U.S. Rep. Jon Runyan, a Republican who represents parts of Burlington and Ocean counties, was one of three New Jersey supporters in the House. He called its passage “long overdue.”
“For once Washington didn’t make the perfect the enemy of the good,” he said. The legislation, he added, “supports the farmers who grow our food, while providing commonsense reforms and protections to nutritional assistance programs like SNAP. Is it perfect? Absolutely not. But farmers, ranchers, consumers and low-income families have been waiting three years for perfect."
Booker, in a statement on Tuesday, also praised the bipartisan effort and said that the bill “accomplishes some important goals, including new conservation investments that will protect farmlands from development and new incentives to encourage the growth of farmers markets and promote locally grown foods, as well as animal welfare measures.”

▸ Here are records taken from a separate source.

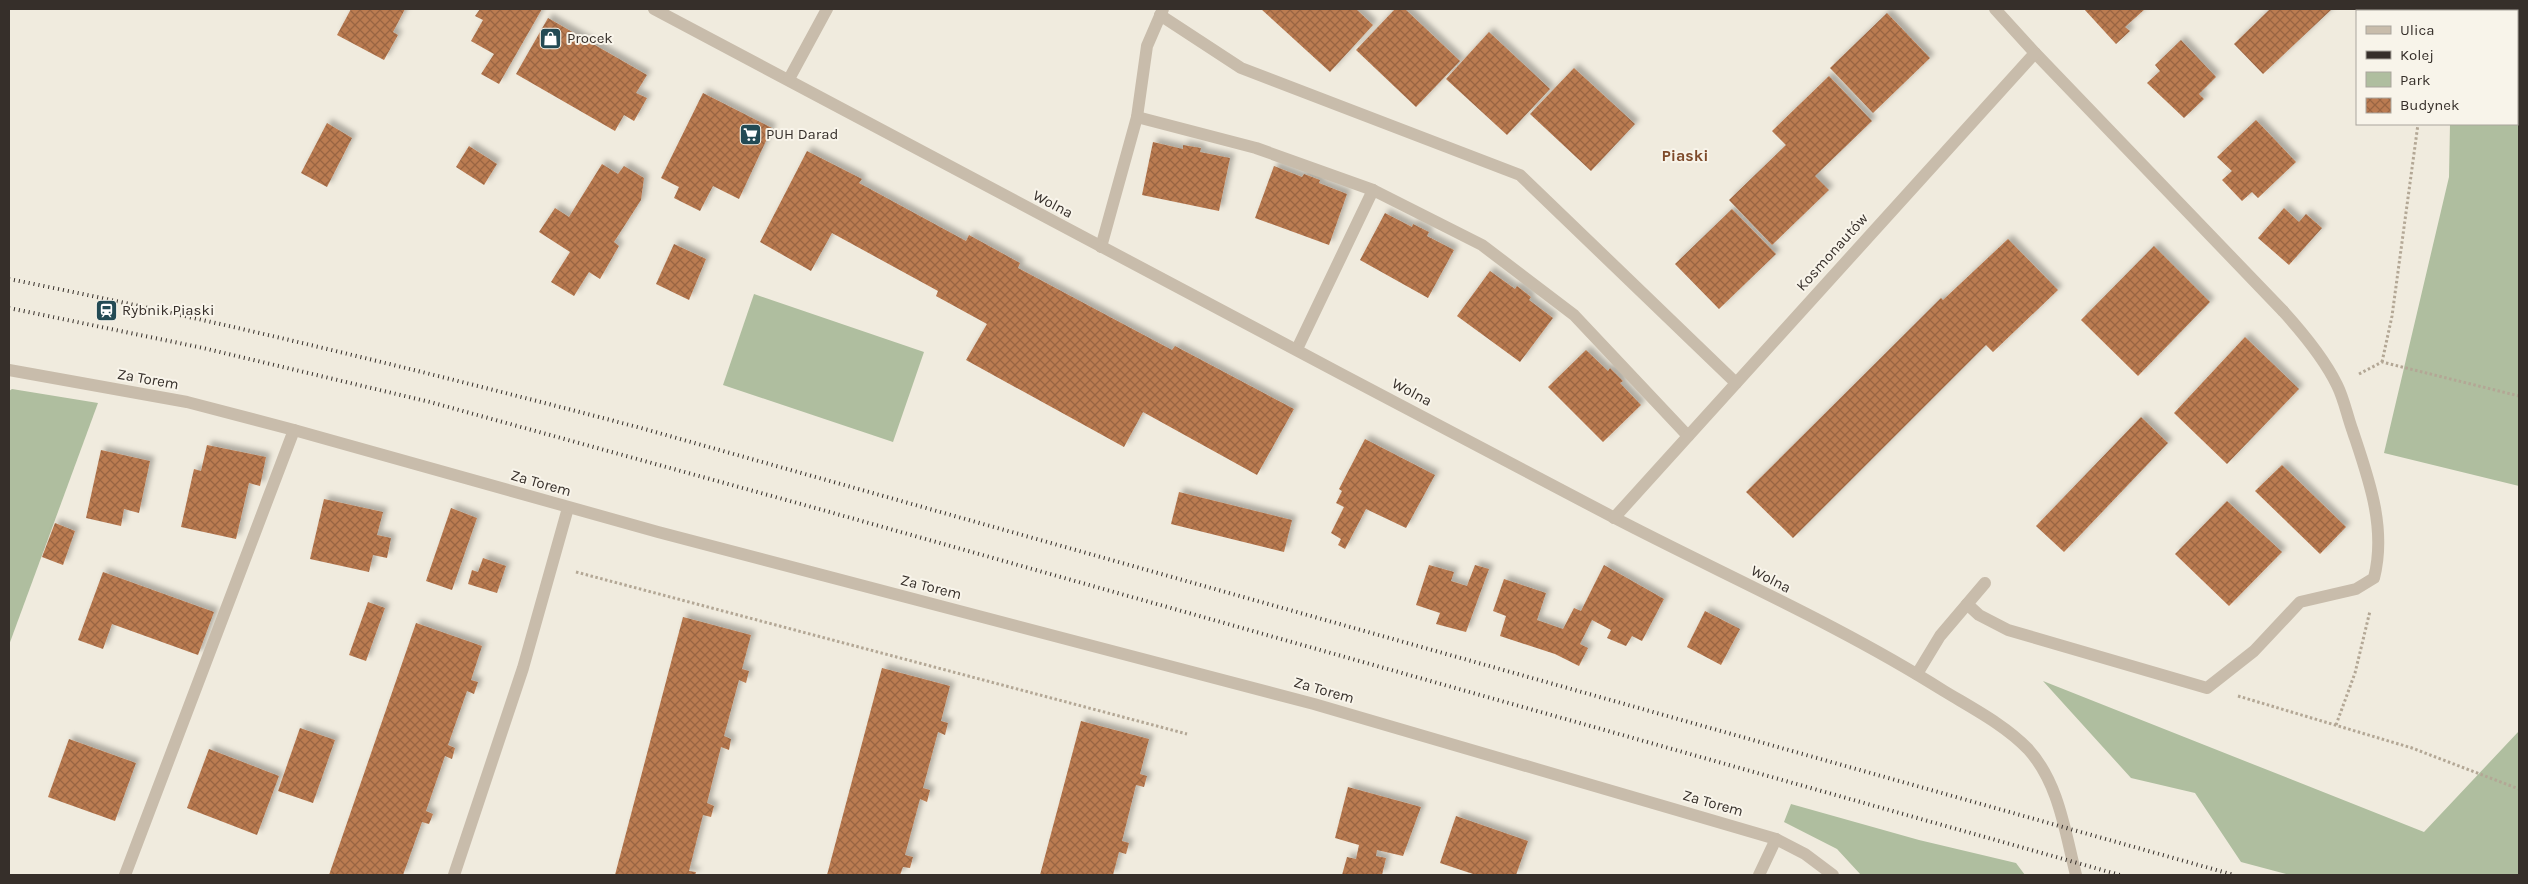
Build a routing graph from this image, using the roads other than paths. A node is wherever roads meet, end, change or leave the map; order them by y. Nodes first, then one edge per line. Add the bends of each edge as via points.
1 (654, 9) edge
2 (827, 9) edge
3 (1995, 9) edge
4 (1161, 12) edge
5 (2035, 53) junction
6 (789, 79) junction
7 (1137, 117) junction
8 (1373, 190) junction
9 (1101, 247) junction
10 (1297, 349) junction
11 (9, 370) edge
12 (1736, 383) junction
13 (294, 430) junction
14 (1688, 436) junction
15 (568, 508) junction
16 (1614, 518) junction
17 (1985, 583) dead end
18 (1967, 604) junction
19 (1917, 674) junction
20 (1776, 839) junction
21 (125, 875) edge
22 (454, 875) edge
23 (1759, 875) edge
24 (1833, 875) edge
25 (2076, 875) edge

1 - 6 street, Wolna
2 - 6 street
3 - 5 street
4 - 7 street via 1147,46
4 - 12 street via 1241,68 1520,175
5 - 12 street, Kosmonautów
5 - 18 street via 2300,330 2337,385 2365,466 2378,523 2379,557 2374,578 2356,588 2300,602 2254,651 2208,688 2008,630 1979,615
6 - 9 street, Wolna
7 - 8 street via 1256,148
7 - 9 street
8 - 10 street
8 - 14 street via 1482,245 1574,315
9 - 10 street, Wolna
10 - 16 street, Wolna
11 - 13 street, Za Torem via 187,402
12 - 14 street, Kosmonautów
13 - 15 street, Za Torem
13 - 21 street
14 - 16 street, Kosmonautów
15 - 20 street, Za Torem via 1314,704
15 - 22 street via 523,668
16 - 19 street, Wolna
17 - 18 street
18 - 19 street via 1940,636
19 - 25 street, Wolna via 1984,716 2028,749 2047,776 2054,793
20 - 23 street
20 - 24 street, Za Torem via 1805,854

But the cuts to SNAP made it impossible for him to support the bill, he said.
“During a time when many families continue to struggle and there are still three job seekers for every job available, the more than $8 billion in cuts to the Supplemental Nutrition Assistance Program, which disproportionately impacts New Jersey, is simply unacceptable,” he said.
But even some of those on the left, such as the Center for Budget Policy and Priorities, a national liberal think tank, called the bill a solid compromise, especially in light of the more “draconian proposals” that had been on the table. Robert Greenstein, CPBB president, said in a statement on the organization’s website that the utility loophole is “difficult to defend” and that the proposed agreement will protect “tens of millions of low-income Americans who receive SNAP” from “the continuing threat that, in an adverse political environment, Congress could pass a farm bill that throws substantial numbers of them off the program and places barriers to SNAP in the way of many others.”
Ray Castro. senior policy analyst with New Jersey Policy Perspective, a liberal think tank, said the bill was a net gain for the state, even though the change in LIHEAP eligibility is likely to hit New Jersey harder than many of the other states, because its economy has lagged the others. There were 892,606 people enrolled in SNAP in New Jersey in October, according to federal statistics, up 4.1 percent from October 2012 up 1.8 percent over the previous month. Nationally, there were 47.4 million food stamp participants in October, down 0.3 percent from the previous year and 0.2 percent from the previous month.
New Jersey is an expensive state, Castro said, and the numbers show how widespread SNAP’s use has been. Despite this -- and possibly because of it -- Castro said he agreed with CBPP that failing to pass the compromise bill could leave food stamp recipients in greater potential peril.
“Most of the program has been maintained and the draconian work requirements (included in the earlier House bills) were never accepted,” he said.
The LIHEAP provision, he said, was an obvious target because it was “hard to rationalize.” The program allowed New Jersey to estimate utility costs for low-income residents whose utilities were included in their rent, streamlining the application process and also increasing SNAP payments to some residents.
Adele H. LaTourette, director of the New Jersey Anti-Hunger Coalition, however, said the utility provision was not a loophole or “backdoor” into the program. People still need to be eligible for benefits to qualify for SNAP, she said, and any talk of a loophole “is a smokescreen.”
“Given the fact that food pantries already are running out of food and have never seen more desperate straits, this is not the time to be cutting what is supposed to be our nation’s first line of defense against hunger,” she said.
The proposed cuts are especially damaging, said Jim Weill, president of the national Food Research and Action Center, because of the expiration of supplementary benefits created as part of the federal stimulus bill.
“Demand at emergency food providers around the country has skyrocketed,” he said. “Now the farm bill, if passed, will considerably worsen the already bad situation for nearly a million households.”
Furey said he is sensitive to the concerns about the nutrition programs and, “as far as we in the agricultural community are concerned, we would have been happy to see level funding” for food programs. However, the bill needs to be considered as a whole, which means passing it so that programs that help the state’s farmers can remain in place.
Paul Hlubik, state executive director for the USDA Farm Service Agency, called the farm bill “pretty important here -- a net gain, a solid net gain for New Jersey.”
Overall, federal farm programs have doled out annually to state farmers about $4 million in commodities funding, which provides price supports for grains and other traditional farm crops through both direct payments and loans, $1 million for conservation programs designed to limit water use, and $2.5 million for disaster assistance, along with $10.5 million in loans for general operations and emergencies.